[Available records Boundary: Start]
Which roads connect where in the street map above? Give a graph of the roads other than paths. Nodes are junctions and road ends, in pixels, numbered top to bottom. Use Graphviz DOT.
[Available records Boundary: End]
[Available records Boundary: Start]
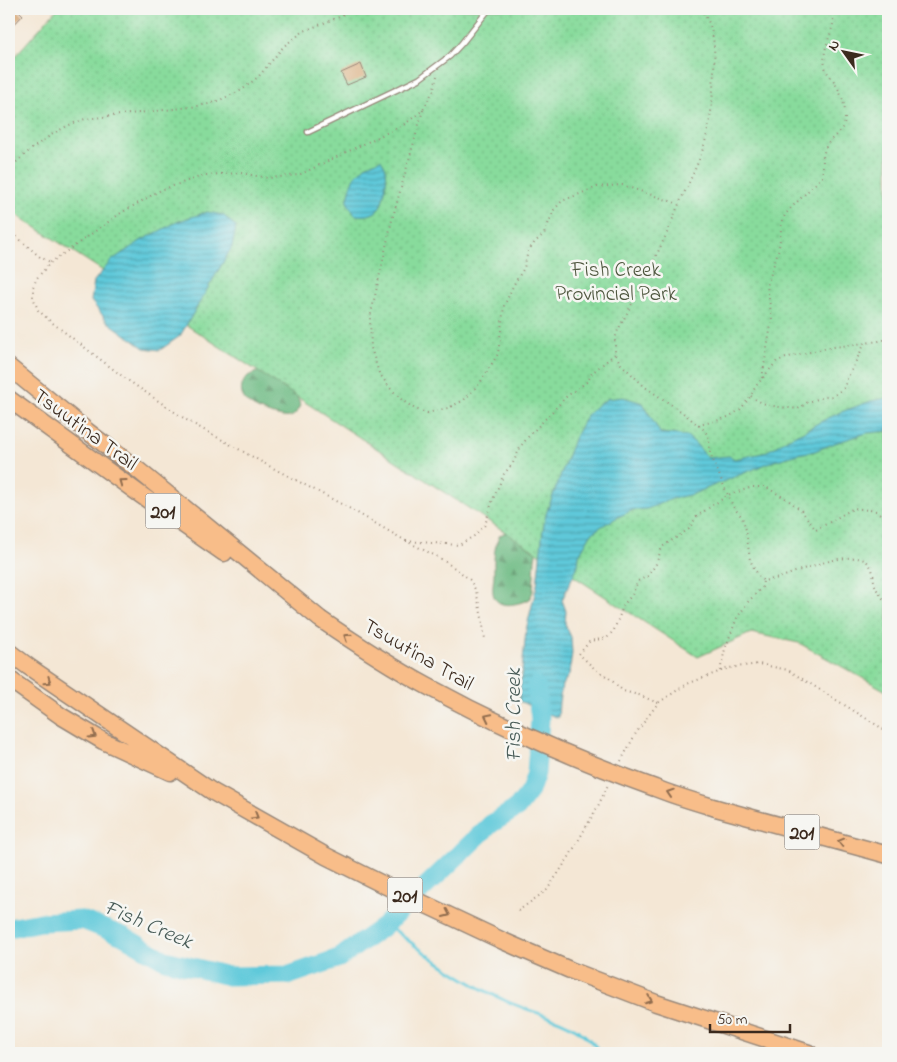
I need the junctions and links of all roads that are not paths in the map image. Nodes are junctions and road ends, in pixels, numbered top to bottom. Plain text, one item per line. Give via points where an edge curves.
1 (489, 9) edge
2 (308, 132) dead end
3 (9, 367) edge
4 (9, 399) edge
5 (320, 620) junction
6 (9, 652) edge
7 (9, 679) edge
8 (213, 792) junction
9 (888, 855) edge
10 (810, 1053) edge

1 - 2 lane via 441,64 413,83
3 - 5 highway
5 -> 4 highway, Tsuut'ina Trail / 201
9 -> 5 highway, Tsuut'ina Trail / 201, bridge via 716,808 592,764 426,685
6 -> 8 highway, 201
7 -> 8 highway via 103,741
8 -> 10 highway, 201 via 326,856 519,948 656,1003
[Available records Boundary: End]
[Available records Boundary: Start]
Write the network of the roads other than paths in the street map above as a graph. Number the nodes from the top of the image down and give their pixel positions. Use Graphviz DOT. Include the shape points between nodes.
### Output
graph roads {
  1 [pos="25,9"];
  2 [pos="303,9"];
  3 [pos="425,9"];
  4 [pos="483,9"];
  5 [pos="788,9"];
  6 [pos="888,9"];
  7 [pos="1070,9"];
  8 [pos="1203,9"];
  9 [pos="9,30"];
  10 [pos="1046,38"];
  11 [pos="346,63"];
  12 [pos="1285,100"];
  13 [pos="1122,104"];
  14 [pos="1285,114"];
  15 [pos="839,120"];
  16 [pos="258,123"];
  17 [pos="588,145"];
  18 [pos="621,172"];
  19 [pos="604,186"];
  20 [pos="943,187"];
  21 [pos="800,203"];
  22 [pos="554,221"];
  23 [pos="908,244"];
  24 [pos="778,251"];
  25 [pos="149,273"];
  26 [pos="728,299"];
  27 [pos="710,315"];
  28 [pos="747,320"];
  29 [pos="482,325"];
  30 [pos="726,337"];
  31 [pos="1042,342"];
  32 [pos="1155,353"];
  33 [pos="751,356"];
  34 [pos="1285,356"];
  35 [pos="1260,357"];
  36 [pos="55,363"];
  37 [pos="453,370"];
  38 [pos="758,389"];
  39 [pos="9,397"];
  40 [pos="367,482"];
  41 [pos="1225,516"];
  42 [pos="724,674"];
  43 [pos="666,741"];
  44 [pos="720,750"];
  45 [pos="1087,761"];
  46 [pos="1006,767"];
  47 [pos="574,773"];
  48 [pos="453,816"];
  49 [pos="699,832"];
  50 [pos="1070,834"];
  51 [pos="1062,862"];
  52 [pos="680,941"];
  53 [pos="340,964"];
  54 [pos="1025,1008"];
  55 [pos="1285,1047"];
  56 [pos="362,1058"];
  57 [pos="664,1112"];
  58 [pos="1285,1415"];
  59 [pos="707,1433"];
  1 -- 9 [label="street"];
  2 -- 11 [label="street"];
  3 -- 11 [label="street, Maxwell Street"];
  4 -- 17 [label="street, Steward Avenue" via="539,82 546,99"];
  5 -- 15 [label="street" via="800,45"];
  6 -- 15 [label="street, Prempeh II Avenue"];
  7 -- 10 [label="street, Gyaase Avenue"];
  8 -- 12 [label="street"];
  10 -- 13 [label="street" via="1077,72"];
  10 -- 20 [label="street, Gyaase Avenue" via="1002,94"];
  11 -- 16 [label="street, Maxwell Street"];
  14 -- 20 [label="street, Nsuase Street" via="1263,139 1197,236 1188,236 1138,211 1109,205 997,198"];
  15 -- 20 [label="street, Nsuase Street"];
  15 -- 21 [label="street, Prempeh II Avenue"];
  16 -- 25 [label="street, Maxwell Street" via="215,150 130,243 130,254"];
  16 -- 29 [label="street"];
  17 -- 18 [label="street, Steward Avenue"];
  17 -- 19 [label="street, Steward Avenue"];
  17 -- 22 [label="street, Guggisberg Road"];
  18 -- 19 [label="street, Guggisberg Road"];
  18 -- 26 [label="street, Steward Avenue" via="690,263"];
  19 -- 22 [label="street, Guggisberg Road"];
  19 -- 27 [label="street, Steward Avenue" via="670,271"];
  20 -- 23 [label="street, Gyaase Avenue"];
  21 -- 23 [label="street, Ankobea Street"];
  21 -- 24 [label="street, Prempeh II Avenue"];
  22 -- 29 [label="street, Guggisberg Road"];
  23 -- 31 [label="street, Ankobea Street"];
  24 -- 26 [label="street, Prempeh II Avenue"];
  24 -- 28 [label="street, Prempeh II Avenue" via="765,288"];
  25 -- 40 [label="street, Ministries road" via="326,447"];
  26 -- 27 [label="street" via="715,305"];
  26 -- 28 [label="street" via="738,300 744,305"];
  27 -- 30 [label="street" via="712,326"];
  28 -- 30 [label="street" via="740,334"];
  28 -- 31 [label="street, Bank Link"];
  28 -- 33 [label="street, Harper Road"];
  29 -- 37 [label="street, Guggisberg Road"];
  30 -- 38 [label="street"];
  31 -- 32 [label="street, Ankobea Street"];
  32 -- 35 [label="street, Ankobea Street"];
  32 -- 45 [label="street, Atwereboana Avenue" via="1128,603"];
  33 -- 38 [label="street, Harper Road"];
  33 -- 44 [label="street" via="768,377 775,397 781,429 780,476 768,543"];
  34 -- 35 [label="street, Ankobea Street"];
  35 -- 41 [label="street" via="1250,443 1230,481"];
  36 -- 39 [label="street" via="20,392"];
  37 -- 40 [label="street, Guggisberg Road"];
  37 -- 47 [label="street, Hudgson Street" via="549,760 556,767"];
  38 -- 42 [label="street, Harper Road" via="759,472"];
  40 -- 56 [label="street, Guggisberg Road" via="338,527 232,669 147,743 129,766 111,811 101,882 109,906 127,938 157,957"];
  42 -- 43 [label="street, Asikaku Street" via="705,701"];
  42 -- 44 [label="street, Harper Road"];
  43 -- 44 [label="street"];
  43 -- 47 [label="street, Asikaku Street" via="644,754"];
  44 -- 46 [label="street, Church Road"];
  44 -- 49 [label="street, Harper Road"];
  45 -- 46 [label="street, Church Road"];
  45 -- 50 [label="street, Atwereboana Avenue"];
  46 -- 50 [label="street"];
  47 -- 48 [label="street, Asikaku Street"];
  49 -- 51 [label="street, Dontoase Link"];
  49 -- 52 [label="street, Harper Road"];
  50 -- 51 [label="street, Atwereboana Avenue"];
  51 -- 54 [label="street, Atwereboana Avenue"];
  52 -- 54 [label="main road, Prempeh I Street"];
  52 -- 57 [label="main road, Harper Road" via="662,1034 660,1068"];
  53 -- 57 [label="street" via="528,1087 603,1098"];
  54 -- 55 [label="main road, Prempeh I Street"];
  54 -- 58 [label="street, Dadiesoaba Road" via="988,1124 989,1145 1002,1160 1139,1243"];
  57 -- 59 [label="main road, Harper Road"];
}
[Available records Boundary: End]
• [What the exercise asks]
List every line in the records above that contains the word "than".

• [Exercise result]
Which roads connect where in the street map above? Give a graph of the roads other than paths. Nodes are junctions and road ends, in pixels, numbered top to bottom. Use Graphviz DOT.
Write the network of the roads other than paths in the street map above as a graph. Number the nodes from the top of the image down and give their pixel positions. Use Graphviz DOT. Include the shape points between nodes.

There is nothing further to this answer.